Última actualización: 9 de marzo de 2026

1. Responsable del Tratamiento

Yellowhak OÜ actúa como Responsable del Tratamiento de los datos personales de sus Clientes (personas de contacto de empresas) y de los visitantes de su sitio web. Cuando Yellowhak OÜ accede o procesa sistemas, redes o datos del cliente durante compromisos de ciberseguridad (Red Teaming, pruebas de penetración, auditorías de seguridad de IA), actúa como Encargado del Tratamiento bajo un Acuerdo de Procesamiento de Datos (DPA) firmado con cada Cliente.

2. Ámbito de Aplicación

Esta Política se aplica al tratamiento de datos personales en relación con: (i) la contratación de servicios de consultoría en ciberseguridad de Yellowhak OÜ; (ii) la navegación por el sitio web yellowhak.com; (iii) la comunicación con nuestros equipos de ventas, soporte o legal.
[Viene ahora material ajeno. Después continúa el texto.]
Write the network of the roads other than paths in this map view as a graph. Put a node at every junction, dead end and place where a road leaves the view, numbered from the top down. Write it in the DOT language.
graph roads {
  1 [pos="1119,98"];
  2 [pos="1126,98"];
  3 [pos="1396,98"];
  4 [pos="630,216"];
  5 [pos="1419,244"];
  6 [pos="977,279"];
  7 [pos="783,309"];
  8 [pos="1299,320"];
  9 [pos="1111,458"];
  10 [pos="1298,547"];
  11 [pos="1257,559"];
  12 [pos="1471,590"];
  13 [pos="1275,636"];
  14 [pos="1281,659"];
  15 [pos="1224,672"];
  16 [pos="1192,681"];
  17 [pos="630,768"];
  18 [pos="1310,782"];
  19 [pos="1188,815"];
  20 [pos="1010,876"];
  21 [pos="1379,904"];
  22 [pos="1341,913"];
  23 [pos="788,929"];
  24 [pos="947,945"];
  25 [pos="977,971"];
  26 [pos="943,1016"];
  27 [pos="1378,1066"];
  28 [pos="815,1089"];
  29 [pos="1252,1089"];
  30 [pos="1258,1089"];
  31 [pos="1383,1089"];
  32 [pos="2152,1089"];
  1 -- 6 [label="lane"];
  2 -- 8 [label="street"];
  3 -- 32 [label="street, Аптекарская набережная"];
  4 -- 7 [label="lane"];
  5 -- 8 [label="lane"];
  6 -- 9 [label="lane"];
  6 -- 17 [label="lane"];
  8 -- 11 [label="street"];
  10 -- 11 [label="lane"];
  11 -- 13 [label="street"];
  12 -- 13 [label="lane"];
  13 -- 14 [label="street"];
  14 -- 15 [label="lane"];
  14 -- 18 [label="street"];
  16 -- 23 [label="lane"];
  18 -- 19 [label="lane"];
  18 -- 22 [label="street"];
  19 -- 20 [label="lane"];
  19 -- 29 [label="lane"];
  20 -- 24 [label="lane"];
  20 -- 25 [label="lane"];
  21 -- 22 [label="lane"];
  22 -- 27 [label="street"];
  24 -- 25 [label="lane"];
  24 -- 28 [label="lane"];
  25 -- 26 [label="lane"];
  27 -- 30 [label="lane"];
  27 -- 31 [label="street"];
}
No cubre las prácticas de privacidad de herramientas o plataformas de terceros utilizadas durante los compromisos.

3. Datos que Recogemos

3.1 Datos que nos proporciona directamente

• Datos de contacto: nombre completo, nombre de empresa, correo electrónico corporativo, número de teléfono y país enviados a través de formularios de solicitud de evaluación.
• Datos de compromiso: documentos de alcance, diagramas de red, credenciales proporcionadas para pruebas autorizadas y comunicaciones relacionadas con proyectos en curso.
• Datos de facturación: dirección de facturación, identificación fiscal (IVA/NIF/RUC). No almacenamos datos de tarjeta de crédito; los pagos son procesados por proveedores de pago terceros.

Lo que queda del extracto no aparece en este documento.